Wezlana (ustekinumab) was approved for the following therapeutic use:

Plaque Psoriasis

Adults

Wezlana is indicated for the treatment of adult patients (18 years or older) with moderate to severe plaque psoriasis who are candidates for phototherapy or systemic therapy.

Paediatric population, 6 years and older

Wezlana is indicated for the treatment of moderate to severe plaque psoriasis in children and adolescent patients from 6 years of age who are inadequately controlled by, or are intolerant to, other systemic therapies or phototherapies.

Psoriatic Arthritis (PsA)

Wezlana, alone or in combination with methotrexate, is indicated for the treatment of signs and symptoms of active psoriatic arthritis in adult patients (18 years and older) where response to previous non-biological DMARD therapy has been inadequate.

Crohn’s Disease

Wezlana is indicated for the treatment of adult patients with moderately to severely active Crohn’s disease who have had an inadequate response, lost response, or were intolerant to either conventional therapy or a TNFα antagonist or have medical contraindications to such therapies.

Ulcerative Colitis

Wezlana is indicated for the treatment of adult patients with moderately to severely active ulcerative colitis.

How this medicine works

Wezlana is a biosimilar medicine to Stelara (ustekinumab). Ustekinumab is an antibody that specifically inhibits the bioactivity of two substances (cytokines) made by immune cells, interleukin 12 (IL-12) and interleukin 23 (IL-23). Levels of IL-12 and IL-23 are elevated in the skin and blood of patients with psoriasis and serum IL-12/23 distinguishes patients with psoriatic arthritis from healthy individuals, implicating IL-12 and IL-23 in the pathophysiology of psoriatic inflammatory diseases. IL-12 and IL-23 are also highly expressed in psoriatic skin. There is evidence implicating IL-23 in bone erosion and destruction. In patients with Crohn’s disease, IL-12 and IL-23 are elevated in the intestines and lymph nodes and both IL-12 and IL-23 can stimulate chronic intestinal inflammation and epithelial cell injury. Wezlana likely exerts its therapeutic effects in psoriasis, psoriatic arthritis, Crohn’s disease, and ulcerative colitis by inhibiting IL-12 and IL-23 and thereby alleviating inflammation caused by these cytokines.

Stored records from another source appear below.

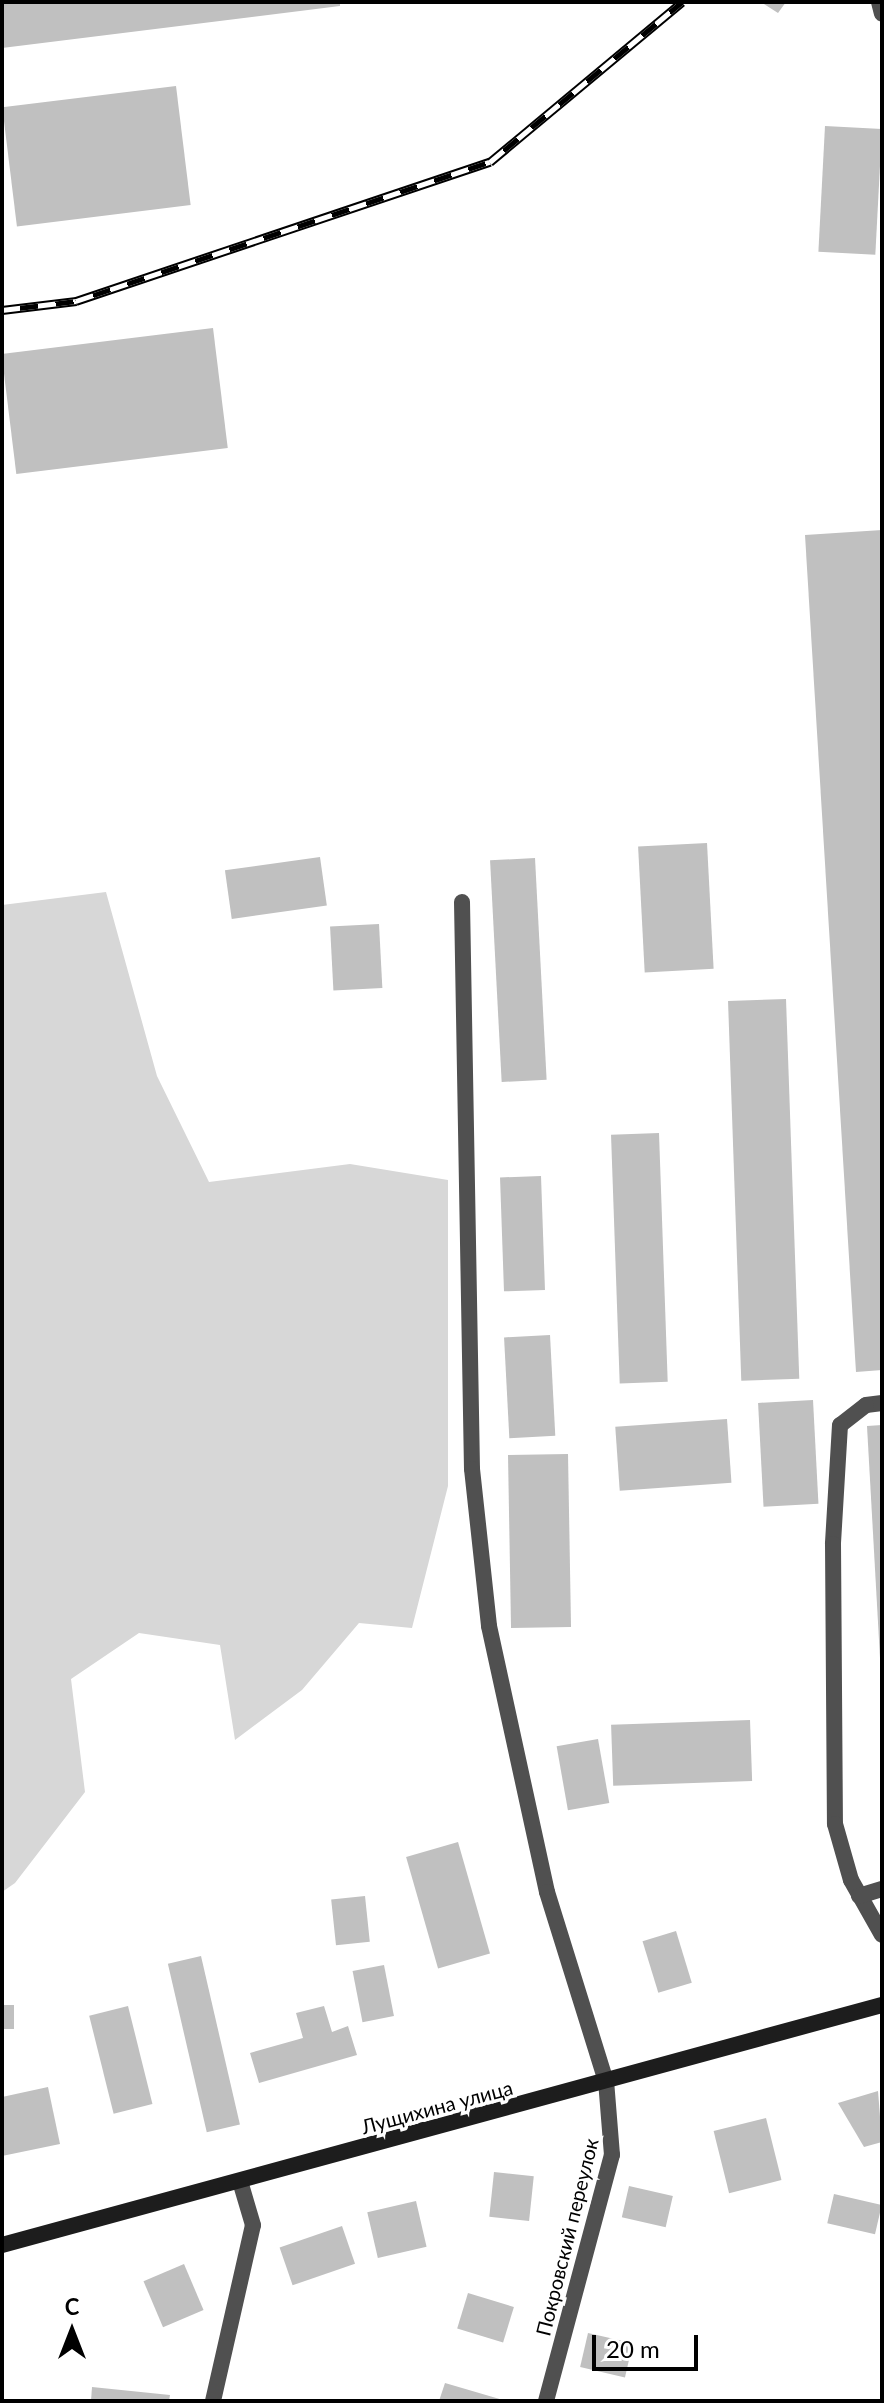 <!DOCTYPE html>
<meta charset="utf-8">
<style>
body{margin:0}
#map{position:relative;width:884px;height:2403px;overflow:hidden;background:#fff;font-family:Lato,sans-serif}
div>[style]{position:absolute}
.green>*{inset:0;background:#d7d7d7}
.building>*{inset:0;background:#c0c0c0;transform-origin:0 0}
.lane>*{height:16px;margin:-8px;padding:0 8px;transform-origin:8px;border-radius:8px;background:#505050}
.street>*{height:16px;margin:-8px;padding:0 8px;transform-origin:8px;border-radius:8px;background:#505050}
.secondary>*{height:16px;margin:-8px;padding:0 8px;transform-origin:8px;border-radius:8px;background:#1d1d1d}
.rail>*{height:9px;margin-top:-4.5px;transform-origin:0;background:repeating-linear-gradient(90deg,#fff 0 18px,#000 0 36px);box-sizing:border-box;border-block:2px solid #000}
span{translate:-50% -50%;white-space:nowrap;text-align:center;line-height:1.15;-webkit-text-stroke:7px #fff;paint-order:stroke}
.street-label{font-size:20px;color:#000}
.frame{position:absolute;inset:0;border:4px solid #000;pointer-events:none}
.north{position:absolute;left:32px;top:2291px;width:80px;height:80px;-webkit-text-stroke:6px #fff;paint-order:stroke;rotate:0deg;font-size:22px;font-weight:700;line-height:32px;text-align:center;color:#000}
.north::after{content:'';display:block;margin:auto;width:28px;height:36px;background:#000;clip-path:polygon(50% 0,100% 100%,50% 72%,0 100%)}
.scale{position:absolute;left:592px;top:2335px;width:106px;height:36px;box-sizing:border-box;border:4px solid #000;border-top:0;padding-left:10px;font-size:24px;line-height:28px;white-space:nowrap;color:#000;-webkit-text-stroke:6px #fff;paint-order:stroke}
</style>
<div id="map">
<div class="green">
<i style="clip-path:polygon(106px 892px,157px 1076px,209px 1182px,350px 1164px,448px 1180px,448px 1486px,412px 1628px,359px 1623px,302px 1690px,235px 1740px,220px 1645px,139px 1633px,71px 1679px,85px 1792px,15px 1883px,2px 1892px,2px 905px)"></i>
</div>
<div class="building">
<i style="clip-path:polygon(2px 2px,340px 2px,340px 6px,2px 48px)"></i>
<i style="clip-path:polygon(761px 2px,786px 2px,778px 13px)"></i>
<i style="left:176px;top:86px;width:120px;height:175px;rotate:83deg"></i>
<i style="left:825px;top:126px;width:57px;height:126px;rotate:3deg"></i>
<i style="left:213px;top:328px;width:121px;height:213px;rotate:83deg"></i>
<i style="clip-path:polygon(882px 530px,882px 1370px,856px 1372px,805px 535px)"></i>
<i style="left:707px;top:843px;width:126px;height:69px;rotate:87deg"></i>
<i style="left:320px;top:857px;width:49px;height:96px;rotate:82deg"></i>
<i style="left:535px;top:858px;width:222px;height:45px;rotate:87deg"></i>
<i style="left:379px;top:924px;width:64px;height:49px;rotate:87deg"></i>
<i style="left:786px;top:999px;width:380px;height:58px;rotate:88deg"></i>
<i style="left:659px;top:1133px;width:249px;height:48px;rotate:88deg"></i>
<i style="left:541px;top:1176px;width:114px;height:41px;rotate:88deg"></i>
<i style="left:550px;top:1335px;width:101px;height:46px;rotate:87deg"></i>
<i style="left:813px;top:1400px;width:104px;height:55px;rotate:87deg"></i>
<i style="left:727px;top:1419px;width:64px;height:112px;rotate:86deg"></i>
<i style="clip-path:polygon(882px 1425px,882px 1658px,880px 1658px,867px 1426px)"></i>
<i style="left:568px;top:1454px;width:173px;height:60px;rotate:89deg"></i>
<i style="left:750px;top:1720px;width:61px;height:139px;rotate:88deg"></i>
<i style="left:598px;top:1739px;width:65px;height:42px;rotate:80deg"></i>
<i style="left:458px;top:1842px;width:116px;height:54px;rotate:74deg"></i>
<i style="left:365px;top:1896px;width:46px;height:34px;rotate:84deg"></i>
<i style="left:676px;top:1931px;width:54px;height:35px;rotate:73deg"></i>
<i style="left:201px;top:1956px;width:173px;height:34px;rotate:77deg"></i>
<i style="left:384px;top:1965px;width:52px;height:32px;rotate:79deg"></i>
<i style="left:2px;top:2005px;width:12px;height:24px"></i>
<i style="left:128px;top:2006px;width:101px;height:40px;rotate:76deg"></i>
<i style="clip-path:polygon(324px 2006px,332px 2032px,348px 2026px,357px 2055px,259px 2083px,250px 2053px,303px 2038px,296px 2013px)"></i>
<i style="clip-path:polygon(48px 2087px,60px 2144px,2px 2156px,2px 2097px)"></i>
<i style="clip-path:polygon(878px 2091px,882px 2142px,864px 2147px,838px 2103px)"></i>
<i style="left:766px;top:2118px;width:64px;height:54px;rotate:76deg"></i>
<i style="left:494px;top:2172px;width:40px;height:45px;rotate:6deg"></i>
<i style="left:629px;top:2186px;width:45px;height:32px;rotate:13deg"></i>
<i style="left:834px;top:2194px;width:49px;height:30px;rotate:13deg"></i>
<i style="left:416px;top:2201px;width:47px;height:50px;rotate:77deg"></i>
<i style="left:342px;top:2226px;width:40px;height:66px;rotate:71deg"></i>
<i style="left:184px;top:2264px;width:50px;height:44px;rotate:67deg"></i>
<i style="left:468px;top:2293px;width:48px;height:37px;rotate:17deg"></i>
<i style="left:588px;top:2333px;width:46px;height:35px;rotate:13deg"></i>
<i style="clip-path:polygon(445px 2383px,503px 2400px,503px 2401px,439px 2401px)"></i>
<i style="clip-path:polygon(92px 2387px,170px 2395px,169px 2401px,91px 2401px)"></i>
</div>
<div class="lane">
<i style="left:879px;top:2px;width:12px;rotate:76deg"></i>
<i style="left:462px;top:902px;width:567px;rotate:88.99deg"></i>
<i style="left:472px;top:1469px;width:158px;rotate:83.8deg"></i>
<i style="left:489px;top:1626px;width:272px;rotate:77.7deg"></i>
<i style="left:547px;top:1892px;width:198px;rotate:72.7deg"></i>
<i style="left:882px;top:1403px;width:16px;rotate:173deg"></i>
<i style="left:866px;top:1405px;width:33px;rotate:142deg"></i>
<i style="left:840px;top:1425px;width:119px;rotate:93.4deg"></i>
<i style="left:833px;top:1544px;width:280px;rotate:89.6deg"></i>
<i style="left:835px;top:1824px;width:58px;rotate:74.1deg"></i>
<i style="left:851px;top:1880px;width:63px;rotate:60.6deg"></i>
<i style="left:859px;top:1896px;width:24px;rotate:-17deg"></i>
</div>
<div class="street">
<i style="left:213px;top:2401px;width:180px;rotate:-77.2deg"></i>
<i style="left:253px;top:2225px;width:46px;rotate:-106.5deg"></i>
<i style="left:546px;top:2401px;width:255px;rotate:-75deg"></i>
<i style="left:612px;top:2155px;width:74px;rotate:-94.6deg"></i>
</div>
<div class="secondary">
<i style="left:2px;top:2245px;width:912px;rotate:-15.26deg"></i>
</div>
<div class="rail">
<i style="left:2px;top:310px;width:75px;rotate:-6.9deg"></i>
<i style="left:76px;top:301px;width:437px;rotate:-18.6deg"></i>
<i style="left:490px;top:162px;width:250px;rotate:-39.8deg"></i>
</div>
<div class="street-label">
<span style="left:437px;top:2107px;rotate:-15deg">Лущихина улица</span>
<span style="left:567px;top:2237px;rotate:-76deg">Покровский переулок</span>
</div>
<div class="frame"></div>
<div class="north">С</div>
<div class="scale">20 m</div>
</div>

Why the TGA approved or did not approve this medicine

Wezlana is a biosimilar to Stelara. Two clinical studies were conducted to confirm biosimilarity of Wezlana to Stelara: a randomised, double-blind, 3-arm, parallel-group, single-dose pharmacokinetic similarity study in healthy adult subjects and a randomised, double-blind, active controlled comparative clinical study in adult subjects with moderate to severe plaque psoriasis. Collectively, these studies established structural and functional similarity and confirmed no clinically meaningful differences between Wezlana and Stelara, thus supporting approval for all indications approved for Stelara for which registration was sought.